== Segment start ==
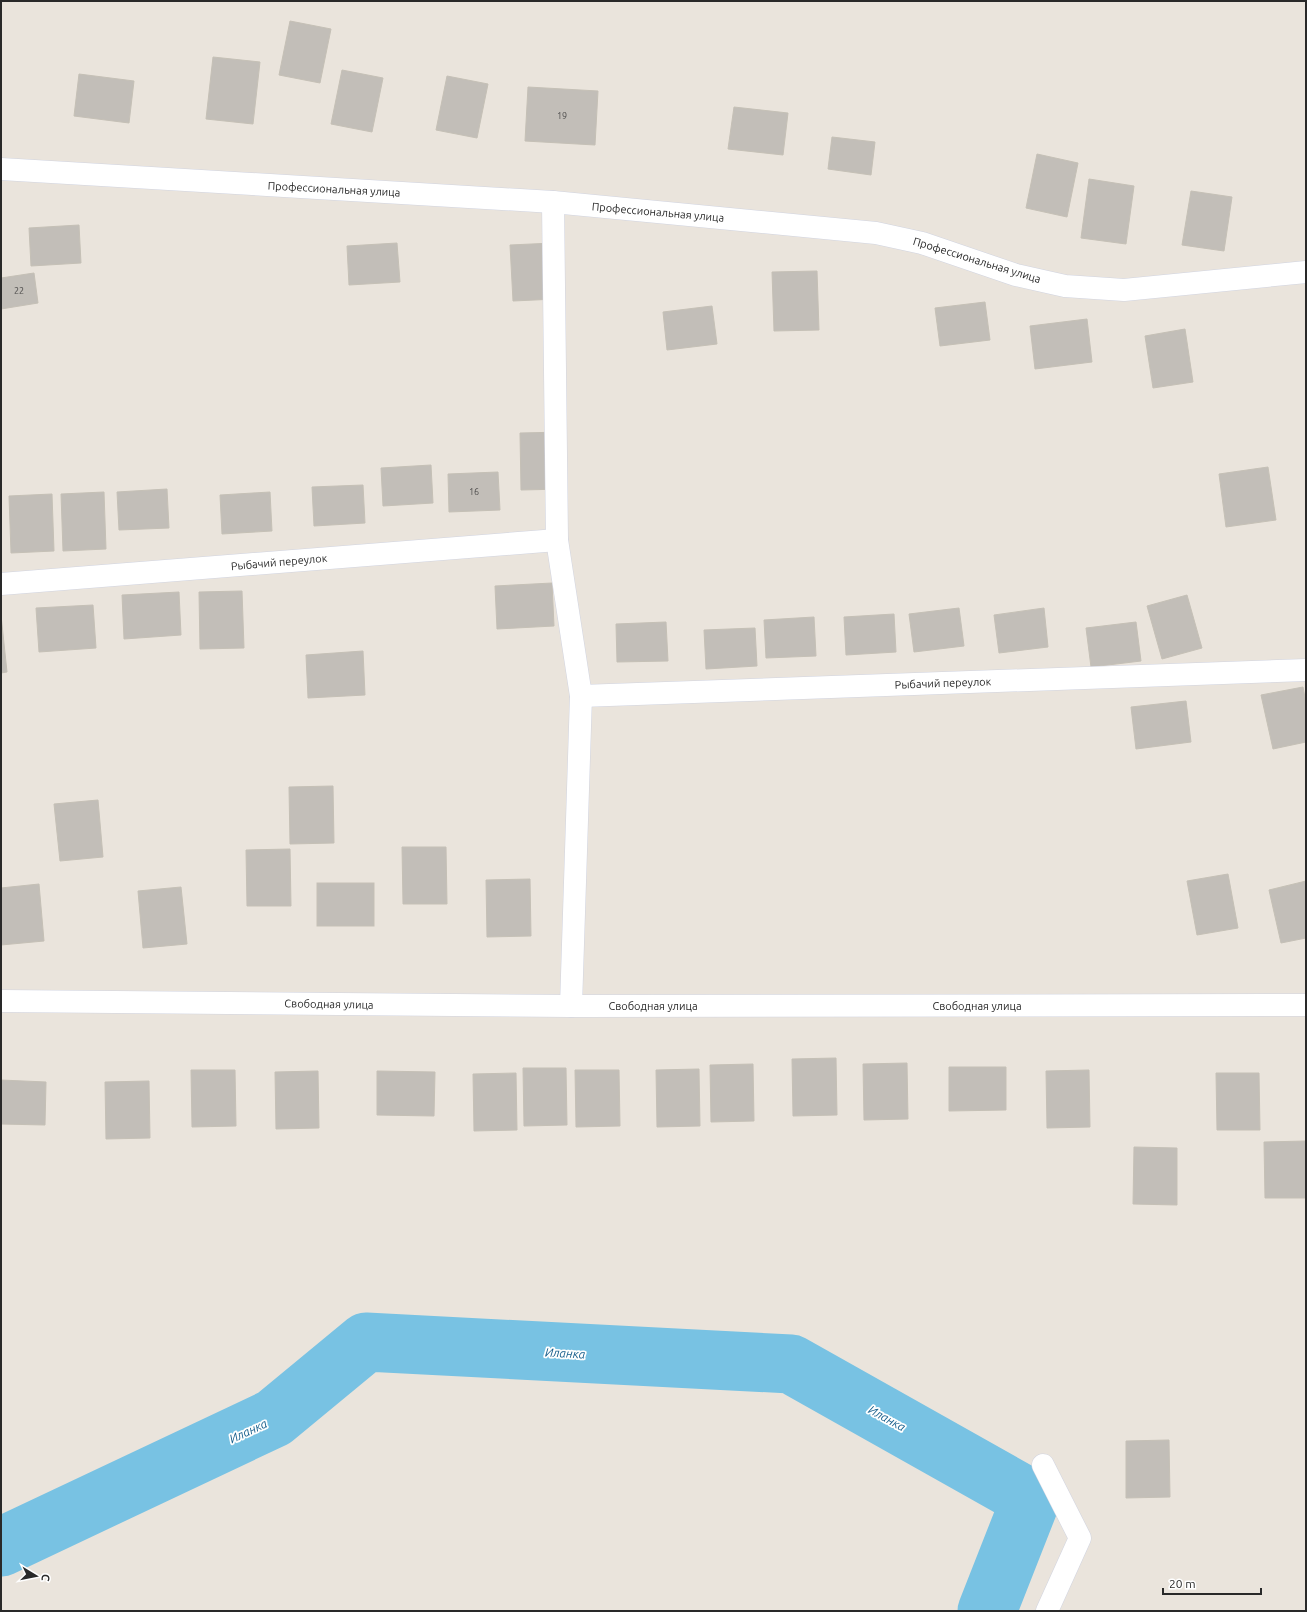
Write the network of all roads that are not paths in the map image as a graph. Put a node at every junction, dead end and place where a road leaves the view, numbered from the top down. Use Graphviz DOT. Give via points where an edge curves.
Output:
graph roads {
  1 [pos="1,169"];
  2 [pos="553,202"];
  3 [pos="1306,272"];
  4 [pos="557,540"];
  5 [pos="1,584"];
  6 [pos="1306,670"];
  7 [pos="581,696"];
  8 [pos="1,1001"];
  9 [pos="1306,1005"];
  10 [pos="571,1006"];
  11 [pos="1043,1465"];
  12 [pos="1047,1611"];
  1 -- 2 [label="street, Профессиональная улица"];
  2 -- 3 [label="street, Профессиональная улица" via="876,233 922,242 1016,275 1064,286 1124,290"];
  2 -- 4 [label="street"];
  4 -- 5 [label="street, Рыбачий переулок"];
  4 -- 7 [label="street"];
  6 -- 7 [label="street, Рыбачий переулок"];
  7 -- 10 [label="street"];
  8 -- 10 [label="street, Свободная улица"];
  9 -- 10 [label="street, Свободная улица"];
  11 -- 12 [label="street" via="1080,1538"];
}
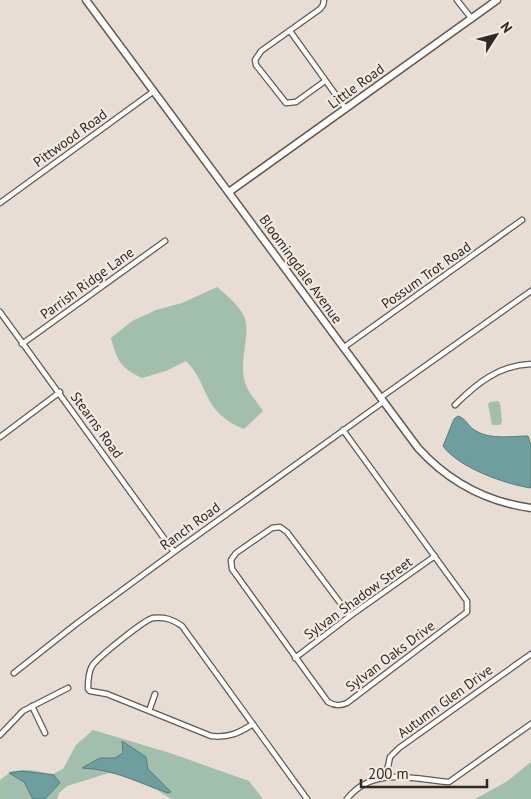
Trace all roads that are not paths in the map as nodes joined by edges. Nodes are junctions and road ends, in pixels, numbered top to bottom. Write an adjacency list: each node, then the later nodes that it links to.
1 (86, 0): 8 (street, Bloomingdale Avenue)
2 (324, 0): 6 (street)
3 (457, 0): 5 (street)
4 (497, 0): 5 (street, Little Road)
5 (472, 18): 9 (street, Little Road)
6 (290, 31): 7 (street); 7 (street)
7 (325, 81): 9 (street)
8 (154, 91): 10 (street, Bloomingdale Avenue); 11 (street, Pittwood Road)
9 (346, 109): 10 (street, Little Road)
10 (229, 192): 17 (street, Bloomingdale Avenue)
11 (0, 204)
12 (522, 220): 17 (street, Possum Trot Road)
13 (165, 241): 16 (street, Parrish Ridge Lane)
14 (531, 291): 20 (street, Ranch Road)
15 (0, 312): 16 (street, Stearns Road)
16 (22, 344): 19 (street, Stearns Road)
17 (343, 348): 20 (street, Bloomingdale Avenue)
18 (531, 364): 21 (street)
19 (60, 392): 23 (street); 25 (street, Stearns Road)
20 (382, 400): 22 (street, Ranch Road); 24 (street, Bloomingdale Avenue)
21 (455, 405)
22 (343, 430): 25 (street, Ranch Road); 26 (street, Sylvan Oaks Drive)
23 (0, 437)
24 (531, 508)
25 (174, 552): 30 (street, Ranch Road)
26 (435, 556): 27 (street, Sylvan Shadow Street); 29 (street, Sylvan Oaks Drive)
27 (350, 616): 29 (street, Sylvan Shadow Street); 29 (street, Sylvan Oaks Drive)
28 (531, 654): 39 (street, Autumn Glen Drive)
29 (295, 658)
30 (14, 673)
31 (68, 688): 33 (street)
32 (155, 694): 34 (street)
33 (32, 706): 37 (street); 38 (street)
34 (149, 711): 35 (street); 35 (street)
35 (253, 724): 40 (street)
36 (531, 724): 39 (street)
37 (45, 733)
38 (0, 735)
39 (386, 776): 41 (street)
40 (307, 799)
41 (347, 799)

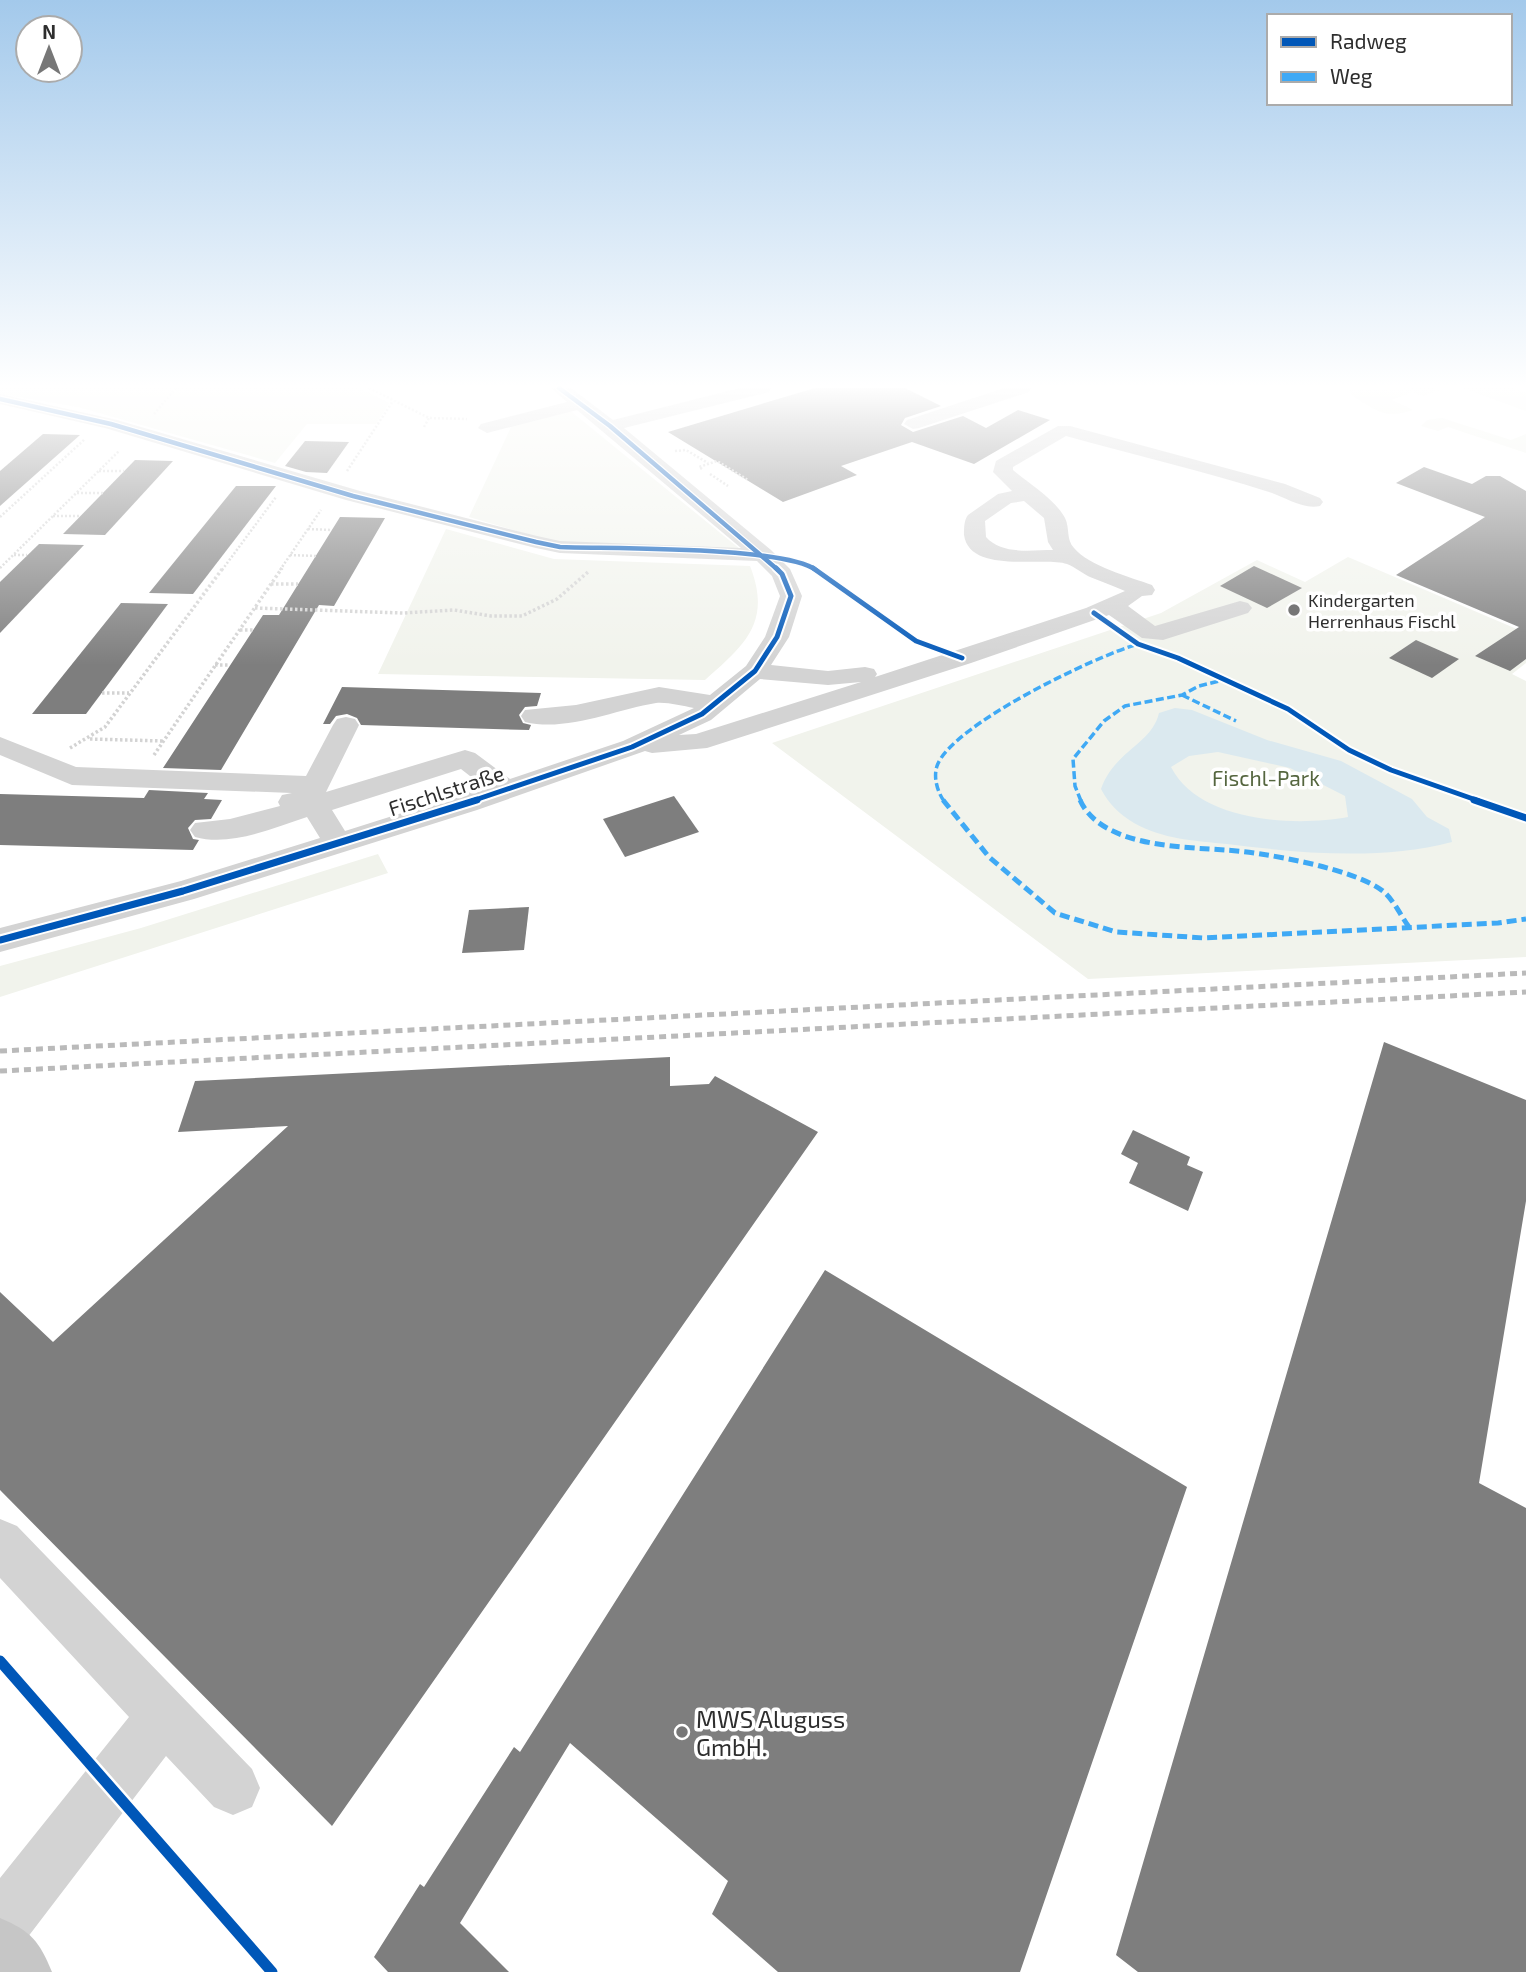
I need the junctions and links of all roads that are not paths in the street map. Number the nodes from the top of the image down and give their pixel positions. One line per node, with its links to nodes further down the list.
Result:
1 (299, 480): 9 (street)
2 (674, 480): 9 (street, Fischlstraße)
3 (1013, 480): 7 (street)
4 (1212, 480): 6 (street)
5 (1246, 480): 8 (street)
6 (1241, 489)
7 (1028, 494): 10 (street); 10 (street)
8 (1313, 502)
9 (762, 555): 14 (street, Fischlstraße)
10 (1069, 556): 11 (street)
11 (1129, 597): 12 (street); 13 (street)
12 (1240, 608)
13 (919, 670): 14 (street); 19 (street)
14 (755, 671): 15 (street, Fischlstraße)
15 (716, 703): 16 (street); 19 (street, Fischlstraße)
16 (536, 710)
17 (339, 724): 21 (street)
18 (0, 745): 21 (street)
19 (632, 747): 20 (street, Fischlstraße)
20 (506, 790): 21 (street); 23 (street, Fischlstraße)
21 (309, 796): 22 (street); 23 (street)
22 (208, 824)
23 (338, 843): 24 (street, Fischlstraße)
24 (0, 940)
25 (0, 1543): 26 (street)
26 (164, 1716): 27 (street); 28 (street)
27 (233, 1788)
28 (0, 1925)
29 (0, 1952): 30 (main road)
30 (17, 1972)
== Segment end ==
Task details:
Repeat every line of the data above exactly, but drop the pictures.

Answer for this exercise:
Write the network of all roads that are not paths in the map image as a graph. Put a node at every junction, dead end and place where a road leaves the view, numbered from the top down. Use Graphviz DOT. Give via points where an edge curves.
Output:
graph roads {
  1 [pos="1,169"];
  2 [pos="553,202"];
  3 [pos="1306,272"];
  4 [pos="557,540"];
  5 [pos="1,584"];
  6 [pos="1306,670"];
  7 [pos="581,696"];
  8 [pos="1,1001"];
  9 [pos="1306,1005"];
  10 [pos="571,1006"];
  11 [pos="1043,1465"];
  12 [pos="1047,1611"];
  1 -- 2 [label="street, Профессиональная улица"];
  2 -- 3 [label="street, Профессиональная улица" via="876,233 922,242 1016,275 1064,286 1124,290"];
  2 -- 4 [label="street"];
  4 -- 5 [label="street, Рыбачий переулок"];
  4 -- 7 [label="street"];
  6 -- 7 [label="street, Рыбачий переулок"];
  7 -- 10 [label="street"];
  8 -- 10 [label="street, Свободная улица"];
  9 -- 10 [label="street, Свободная улица"];
  11 -- 12 [label="street" via="1080,1538"];
}
Trace all roads that are not paths in the map as nodes joined by edges. Nodes are junctions and road ends, in pixels, numbered top to bottom. Write an adjacency list: each node, then the later nodes that it links to.
1 (86, 0): 8 (street, Bloomingdale Avenue)
2 (324, 0): 6 (street)
3 (457, 0): 5 (street)
4 (497, 0): 5 (street, Little Road)
5 (472, 18): 9 (street, Little Road)
6 (290, 31): 7 (street); 7 (street)
7 (325, 81): 9 (street)
8 (154, 91): 10 (street, Bloomingdale Avenue); 11 (street, Pittwood Road)
9 (346, 109): 10 (street, Little Road)
10 (229, 192): 17 (street, Bloomingdale Avenue)
11 (0, 204)
12 (522, 220): 17 (street, Possum Trot Road)
13 (165, 241): 16 (street, Parrish Ridge Lane)
14 (531, 291): 20 (street, Ranch Road)
15 (0, 312): 16 (street, Stearns Road)
16 (22, 344): 19 (street, Stearns Road)
17 (343, 348): 20 (street, Bloomingdale Avenue)
18 (531, 364): 21 (street)
19 (60, 392): 23 (street); 25 (street, Stearns Road)
20 (382, 400): 22 (street, Ranch Road); 24 (street, Bloomingdale Avenue)
21 (455, 405)
22 (343, 430): 25 (street, Ranch Road); 26 (street, Sylvan Oaks Drive)
23 (0, 437)
24 (531, 508)
25 (174, 552): 30 (street, Ranch Road)
26 (435, 556): 27 (street, Sylvan Shadow Street); 29 (street, Sylvan Oaks Drive)
27 (350, 616): 29 (street, Sylvan Shadow Street); 29 (street, Sylvan Oaks Drive)
28 (531, 654): 39 (street, Autumn Glen Drive)
29 (295, 658)
30 (14, 673)
31 (68, 688): 33 (street)
32 (155, 694): 34 (street)
33 (32, 706): 37 (street); 38 (street)
34 (149, 711): 35 (street); 35 (street)
35 (253, 724): 40 (street)
36 (531, 724): 39 (street)
37 (45, 733)
38 (0, 735)
39 (386, 776): 41 (street)
40 (307, 799)
41 (347, 799)

I need the junctions and links of all roads that are not paths in the street map. Number the nodes from the top of the image down and give their pixel positions. One line per node, with its links to nodes further down the list.
Result:
1 (299, 480): 9 (street)
2 (674, 480): 9 (street, Fischlstraße)
3 (1013, 480): 7 (street)
4 (1212, 480): 6 (street)
5 (1246, 480): 8 (street)
6 (1241, 489)
7 (1028, 494): 10 (street); 10 (street)
8 (1313, 502)
9 (762, 555): 14 (street, Fischlstraße)
10 (1069, 556): 11 (street)
11 (1129, 597): 12 (street); 13 (street)
12 (1240, 608)
13 (919, 670): 14 (street); 19 (street)
14 (755, 671): 15 (street, Fischlstraße)
15 (716, 703): 16 (street); 19 (street, Fischlstraße)
16 (536, 710)
17 (339, 724): 21 (street)
18 (0, 745): 21 (street)
19 (632, 747): 20 (street, Fischlstraße)
20 (506, 790): 21 (street); 23 (street, Fischlstraße)
21 (309, 796): 22 (street); 23 (street)
22 (208, 824)
23 (338, 843): 24 (street, Fischlstraße)
24 (0, 940)
25 (0, 1543): 26 (street)
26 (164, 1716): 27 (street); 28 (street)
27 (233, 1788)
28 (0, 1925)
29 (0, 1952): 30 (main road)
30 (17, 1972)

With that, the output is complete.